WHAT THE EXERCISE ASKS
Please give the entries again in full and exactly, without any picture.

□ □ □

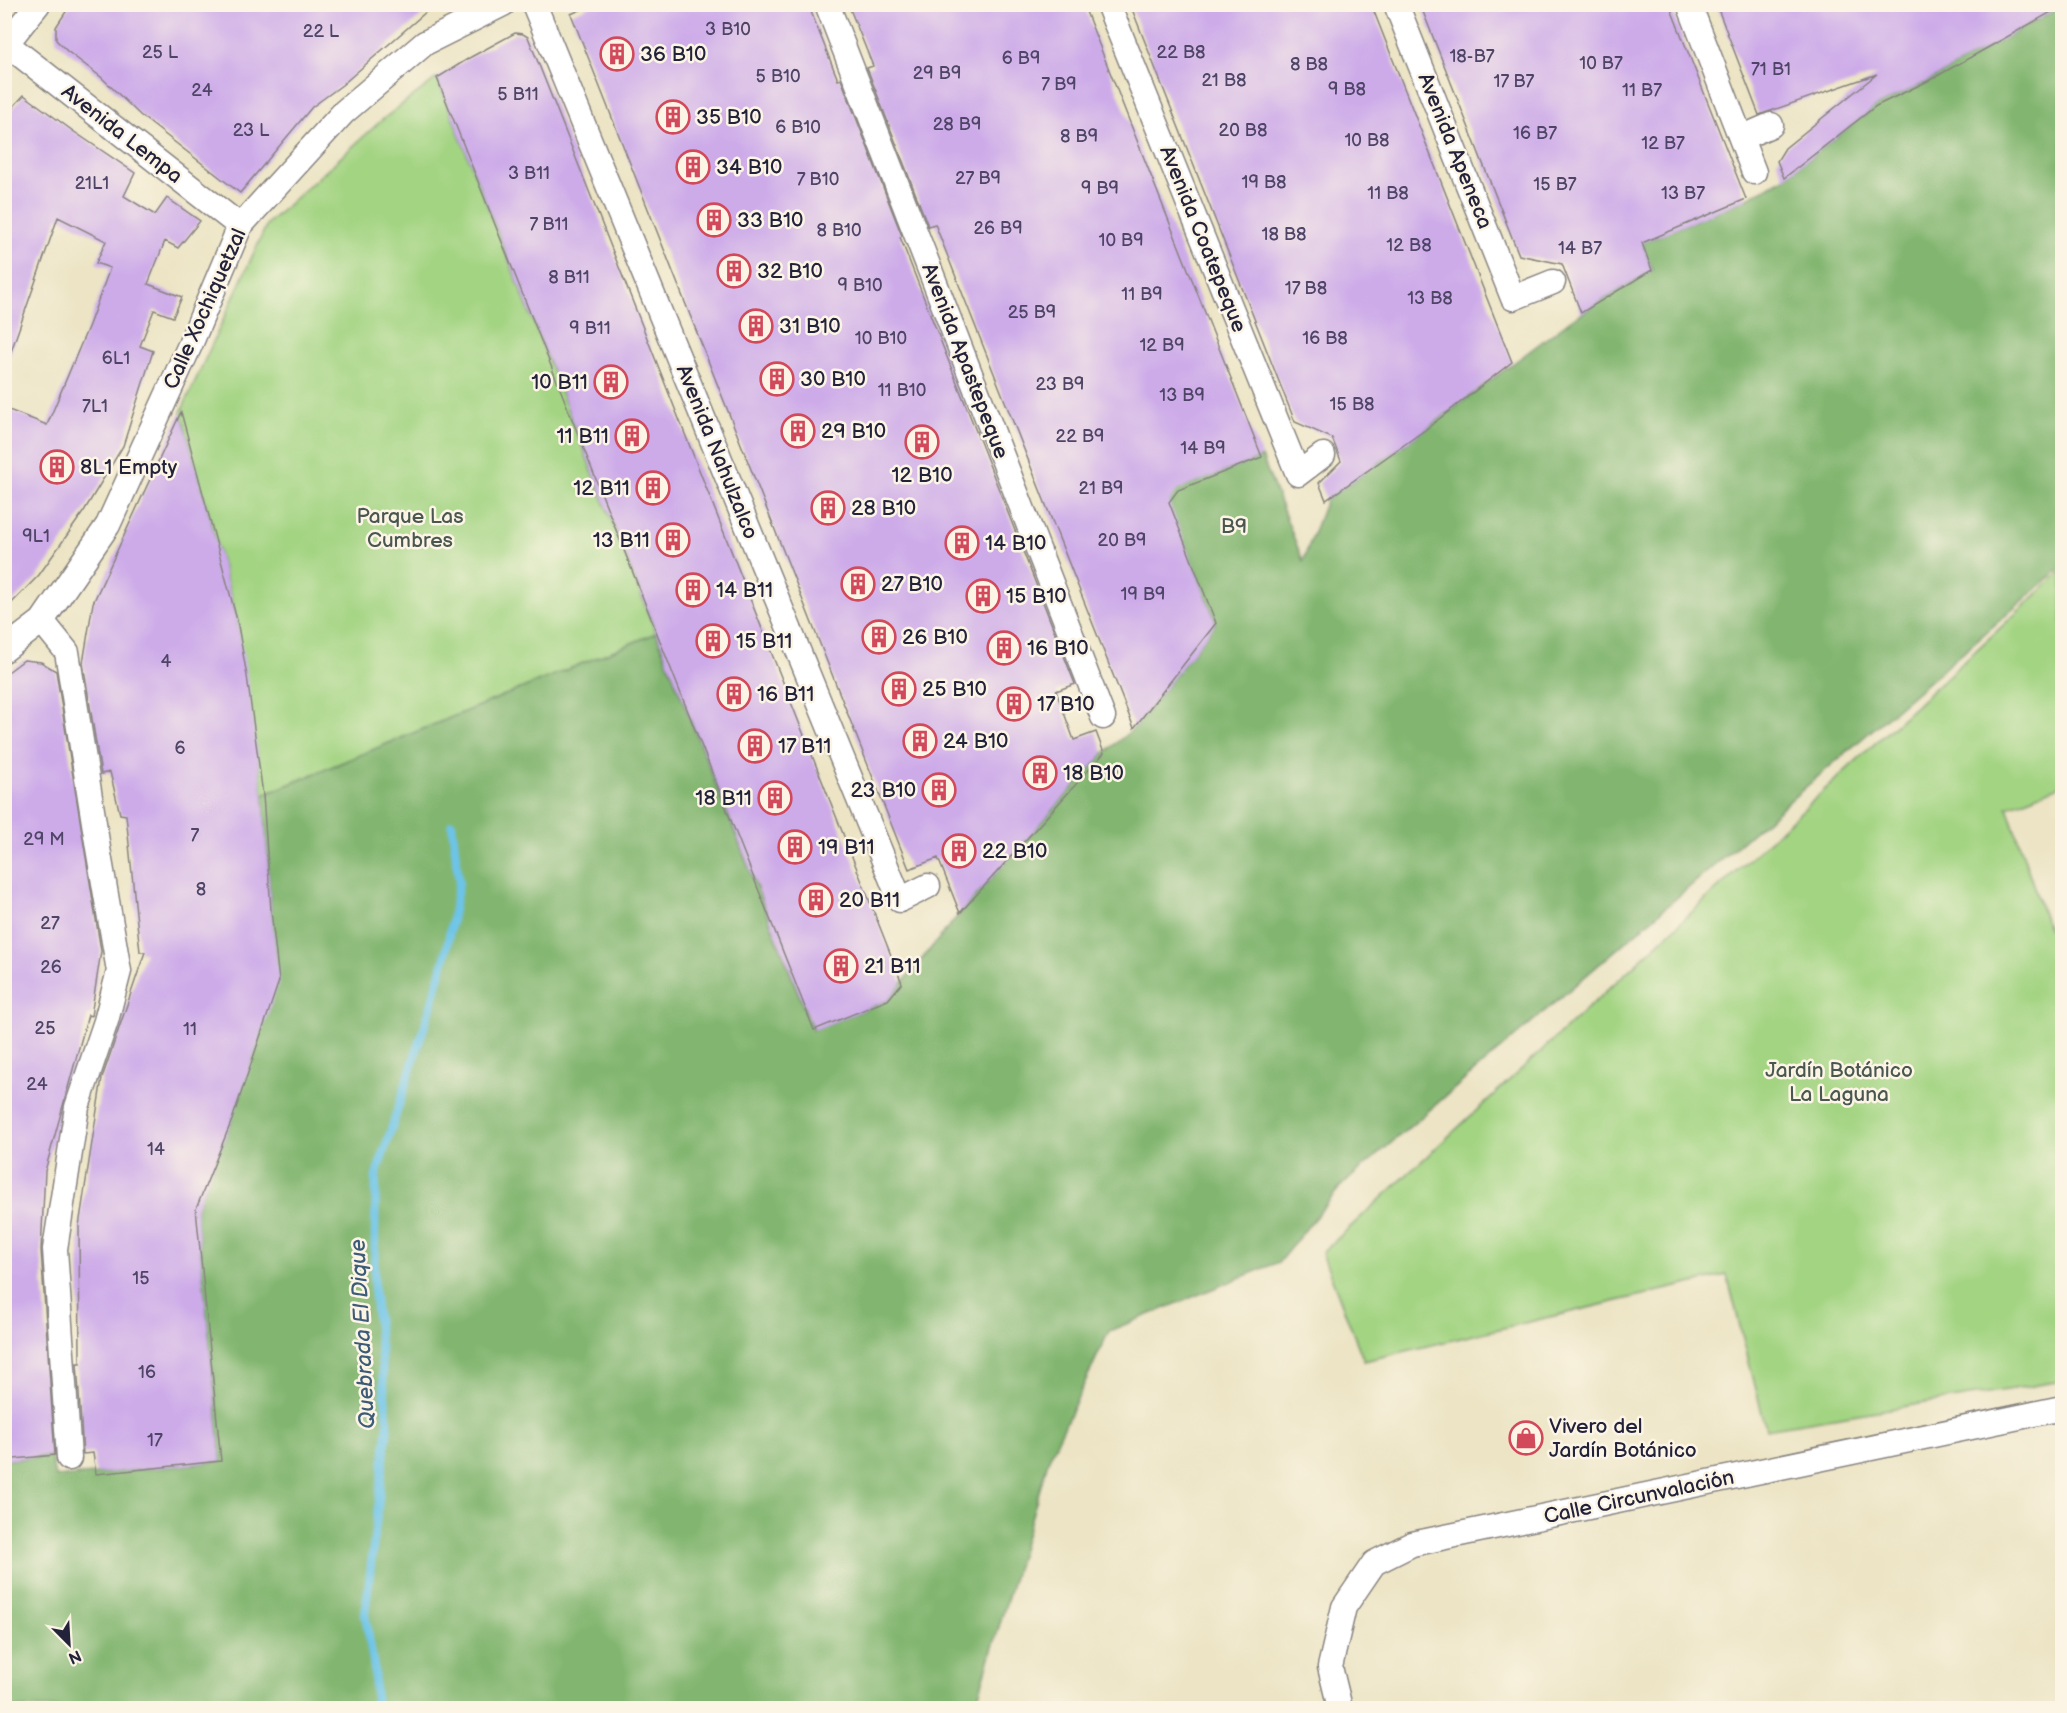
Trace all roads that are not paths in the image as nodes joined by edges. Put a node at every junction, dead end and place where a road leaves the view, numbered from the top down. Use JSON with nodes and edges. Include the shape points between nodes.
{"nodes":[{"id":1,"x":38,"y":4,"type":"edge"},
{"id":2,"x":503,"y":4,"type":"edge"},
{"id":3,"x":534,"y":4,"type":"edge"},
{"id":4,"x":827,"y":4,"type":"edge"},
{"id":5,"x":1108,"y":4,"type":"edge"},
{"id":6,"x":1396,"y":4,"type":"edge"},
{"id":7,"x":1689,"y":4,"type":"edge"},
{"id":8,"x":5,"y":45,"type":"edge"},
{"id":9,"x":1771,"y":125,"type":"dead end"},
{"id":10,"x":1741,"y":138,"type":"junction"},
{"id":11,"x":1754,"y":172,"type":"dead end"},
{"id":12,"x":240,"y":226,"type":"junction"},
{"id":13,"x":1553,"y":282,"type":"dead end"},
{"id":14,"x":1323,"y":455,"type":"dead end"},
{"id":15,"x":42,"y":621,"type":"junction"},
{"id":16,"x":4,"y":650,"type":"edge"},
{"id":17,"x":1103,"y":717,"type":"dead end"},
{"id":18,"x":928,"y":886,"type":"dead end"},
{"id":19,"x":2062,"y":1408,"type":"edge"},
{"id":20,"x":69,"y":1458,"type":"dead end"},
{"id":21,"x":1340,"y":1708,"type":"edge"}],
"edges":[{"from":1,"to":8,"type":"street"},
{"from":2,"to":12,"type":"street","name":"Calle Xochiquetzal","via":[[425,43],[353,104]]},
{"from":3,"to":18,"type":"street","name":"Avenida Nahulzalco","via":[[900,900]]},
{"from":4,"to":17,"type":"street","name":"Avenida Apastepeque"},
{"from":5,"to":14,"type":"street","name":"Avenida Coatepeque","via":[[1298,474]]},
{"from":6,"to":13,"type":"street","name":"Avenida Apeneca","via":[[1514,298]]},
{"from":7,"to":10,"type":"street"},
{"from":8,"to":12,"type":"street","name":"Avenida Lempa"},
{"from":9,"to":10,"type":"street"},
{"from":10,"to":11,"type":"street"},
{"from":12,"to":15,"type":"street","name":"Calle Xochiquetzal","via":[[108,525]]},
{"from":15,"to":16,"type":"street","name":"Calle Xochiquetzal"},
{"from":15,"to":20,"type":"street","via":[[67,652],[120,971],[77,1107],[55,1249]]},
{"from":19,"to":21,"type":"street","name":"Calle Circunvalación","via":[[1412,1544],[1374,1563],[1344,1607],[1330,1667]]}]}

□ □ □

TASK ANSWER
Trace all roads that are not paths in the image as nodes joined by edges. Put a node at every junction, dead end and place where a road leaves the view, numbered from the top down. Use JSON with nodes and edges. Include the shape points between nodes.
{"nodes":[{"id":1,"x":38,"y":4,"type":"edge"},
{"id":2,"x":503,"y":4,"type":"edge"},
{"id":3,"x":534,"y":4,"type":"edge"},
{"id":4,"x":827,"y":4,"type":"edge"},
{"id":5,"x":1108,"y":4,"type":"edge"},
{"id":6,"x":1396,"y":4,"type":"edge"},
{"id":7,"x":1689,"y":4,"type":"edge"},
{"id":8,"x":5,"y":45,"type":"edge"},
{"id":9,"x":1771,"y":125,"type":"dead end"},
{"id":10,"x":1741,"y":138,"type":"junction"},
{"id":11,"x":1754,"y":172,"type":"dead end"},
{"id":12,"x":240,"y":226,"type":"junction"},
{"id":13,"x":1553,"y":282,"type":"dead end"},
{"id":14,"x":1323,"y":455,"type":"dead end"},
{"id":15,"x":42,"y":621,"type":"junction"},
{"id":16,"x":4,"y":650,"type":"edge"},
{"id":17,"x":1103,"y":717,"type":"dead end"},
{"id":18,"x":928,"y":886,"type":"dead end"},
{"id":19,"x":2062,"y":1408,"type":"edge"},
{"id":20,"x":69,"y":1458,"type":"dead end"},
{"id":21,"x":1340,"y":1708,"type":"edge"}],
"edges":[{"from":1,"to":8,"type":"street"},
{"from":2,"to":12,"type":"street","name":"Calle Xochiquetzal","via":[[425,43],[353,104]]},
{"from":3,"to":18,"type":"street","name":"Avenida Nahulzalco","via":[[900,900]]},
{"from":4,"to":17,"type":"street","name":"Avenida Apastepeque"},
{"from":5,"to":14,"type":"street","name":"Avenida Coatepeque","via":[[1298,474]]},
{"from":6,"to":13,"type":"street","name":"Avenida Apeneca","via":[[1514,298]]},
{"from":7,"to":10,"type":"street"},
{"from":8,"to":12,"type":"street","name":"Avenida Lempa"},
{"from":9,"to":10,"type":"street"},
{"from":10,"to":11,"type":"street"},
{"from":12,"to":15,"type":"street","name":"Calle Xochiquetzal","via":[[108,525]]},
{"from":15,"to":16,"type":"street","name":"Calle Xochiquetzal"},
{"from":15,"to":20,"type":"street","via":[[67,652],[120,971],[77,1107],[55,1249]]},
{"from":19,"to":21,"type":"street","name":"Calle Circunvalación","via":[[1412,1544],[1374,1563],[1344,1607],[1330,1667]]}]}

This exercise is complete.